Three books in particular influenced my awareness of myself as an artist and thinker in the world. Without these books, I may possibly have believed the story I was told as a child. The story about how a life of purpose means a life of work at a desk, preferably on computers, 8-5, government-based all the better.
Enter Frederick by Leo Lionni. The particular copy you see in the picture hiding behind my Royal I picked up in Japan. However, I first read this book when I was very young.
This slim children’s book tells the story of a little mouse with an artistic soul. While the other mice labor for winter stores, they deride Frederick for sitting and daydreaming. Frederick does not budge. He states his purpose, he is collecting colors, sensations. When winter comes, he freely eats of the food the other mice collected. What a lout!
But then the food runs out, and winter’s coldest nights fall over the mice. Now Frederick’s work may be appreciated. He tells the suffering mice stories of summer, of plenty, of warmth and sunshine. The little mice feel comforted. They gain peace, joy even, and the strength and perseverance to survive to springtime.
Collecting food is valuable work. Building computer programs is valuable work, so is teaching and business and labor. So also is art, and writing. The way that I work may look very different from the way much of the modern world works, but it is still work.
You know, I did find a life of purpose at a desk, on a computer. My mom was right about that.
Next is Irving Stone’s imagined biography of Vincent Van Gogh, Lust for Life. Van Gogh was one of my early obsessions. The Starry Night, Irises, Cafe Terrace at Night, The Yellow House… I can go on and on. I studied these paintings for hours, captivated by the color, by the audacity of the thick strokes of paint.
Many people have told me this biography is far from fact, and there are better ones about Van Gogh out there, but this is the one that I read when I was thirteen. This book revealed to me that an artist I considered a master actually toiled his entire life to build his craft. It wasn’t as if he picked up a brush and BAMN a masterpiece happened.
Van Gogh lived unapologetically off the support for his brother, doing the work that made him happy. Ultimately, his work impacted millions of people, but he never knew that. He just knew that painting called to him, so paint he did. Van Gogh was poor. He received almost no external validation. My own art is certainly no better than Van Gogh’s, so how may I be discouraged if money and recognition do not come easy to me?
And finally I offer you Siddhartha by Hermann Hesse. Despite the great teachings of the books above, I often find myself caught in corporate clutches, or confused about the importance of things like money and titles. When I find myself stressed to the point of nightly glasses of wine, or when the greatest anxiety I have in my day revolves around A-Thing-That-I-Want-Really-Bad-But-Can’t-Actually-Afford, it’s time to reread Siddhartha.
I discovered Siddhartha in my twenties, when I was living in Japan.
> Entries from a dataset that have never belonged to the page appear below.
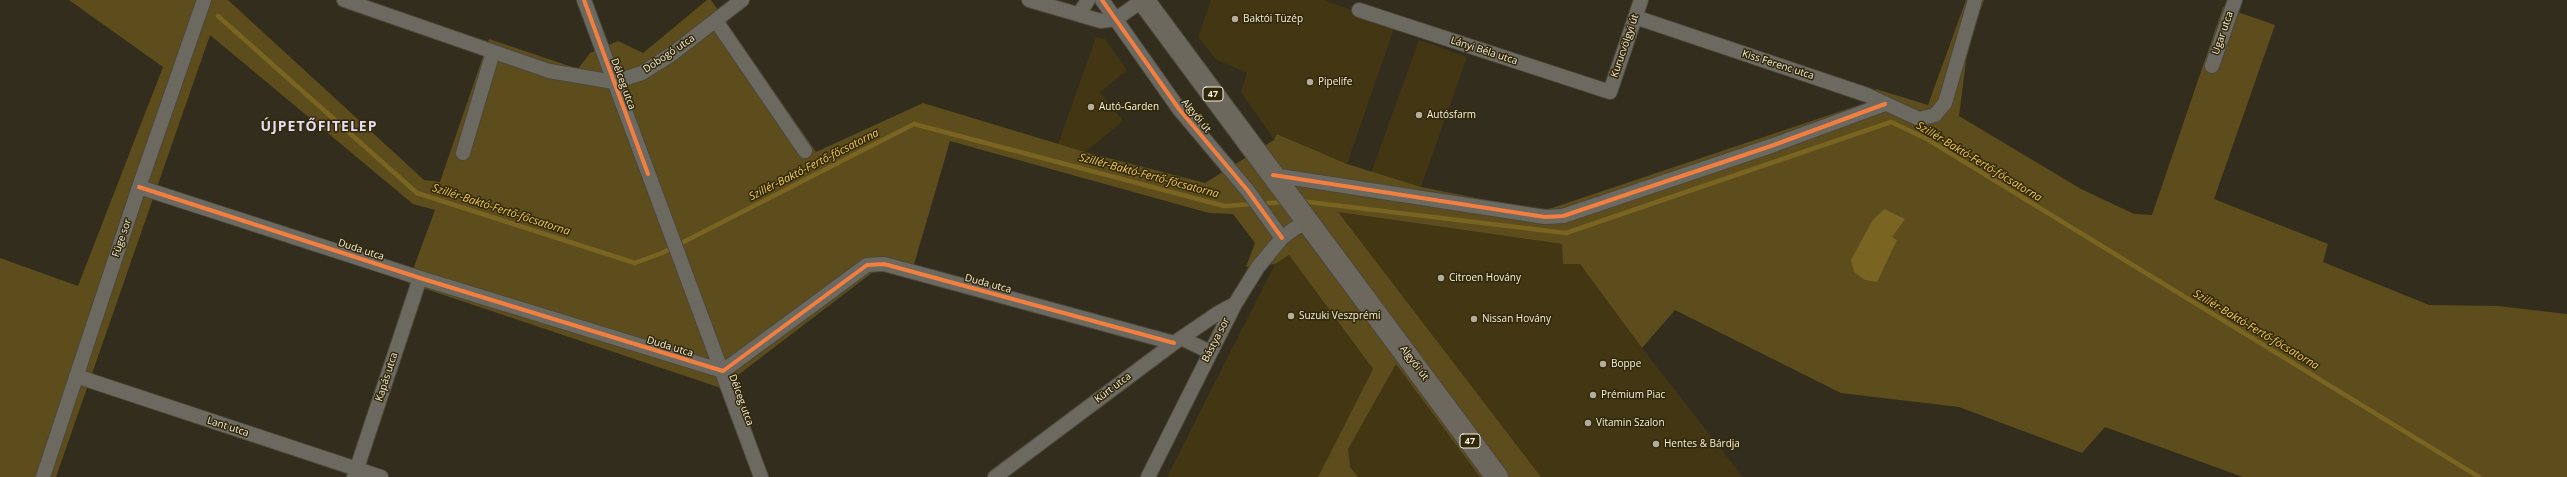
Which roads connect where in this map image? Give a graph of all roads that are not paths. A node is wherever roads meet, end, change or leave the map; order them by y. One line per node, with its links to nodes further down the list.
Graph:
1 (204, 0): 25 (street, Füge sor)
2 (344, 0): 17 (street, Dobogó utca)
3 (584, 0): 19 (street, Délceg utca)
4 (742, 0): 16 (street, Dobogó utca)
5 (1029, 0): 13 (street)
6 (1088, 0): 13 (street)
7 (1102, 0): 15 (street, Algyői út)
8 (1143, 0): 15 (street); 24 (main road, Algyői út / 47)
9 (1641, 0): 14 (street, Kurucvölgyi út)
10 (1975, 0): 21 (street, Kiss Ferenc utca)
11 (2235, 0): 18 (street, Ugar utca)
12 (1359, 10): 20 (street, Lányi Béla utca)
13 (1079, 14): 15 (street)
14 (1635, 17): 20 (street, Kurucvölgyi út); 21 (street, Kiss Ferenc utca)
15 (1116, 19): 27 (street, Algyői út)
16 (716, 20): 19 (street, Dobogó utca); 22 (street)
17 (493, 52): 19 (street, Dobogó utca); 23 (street)
18 (2212, 66)
19 (614, 82): 32 (street, Délceg utca)
20 (1610, 92)
21 (1885, 104): 24 (street)
22 (805, 150)
23 (463, 153)
24 (1278, 181): 26 (main road, Algyői út / 47)
25 (139, 187): 28 (street, Duda utca); 33 (street, Füge sor)
26 (1307, 220): 27 (street, Bástya sor); 40 (main road, Algyői út / 47)
27 (1282, 238): 29 (street, Bástya sor)
28 (420, 278): 32 (street, Duda utca); 34 (street, Kapás utca)
29 (1235, 304): 30 (street, Kürt utca); 31 (street, Bástya sor)
30 (1177, 340): 31 (street, Duda utca); 32 (street, Duda utca); 38 (street, Kürt utca)
31 (1210, 352): 39 (street, Bástya sor)
32 (723, 371): 37 (street, Délceg utca)
33 (76, 376): 34 (street, Lant utca); 35 (street, Füge sor)
34 (355, 473): 36 (street, Lant utca)
35 (43, 477)
36 (381, 477)
37 (761, 477)
38 (995, 477)
39 (1148, 477)
40 (1497, 477)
The sweeping view of a life spent began in anxious unease, but ended in sublime peace pours a calm into my spirit that lasts for weeks. Of course, it also entirely kills my productivity for a few weeks, so I must be careful of when I choose to read it. I’m the girl who gets things done. A little anxiety helps me along.
These books have properly ruined my ability to hold a “regular” job or find satisfaction in a daily grind. For that, I am eternally grateful.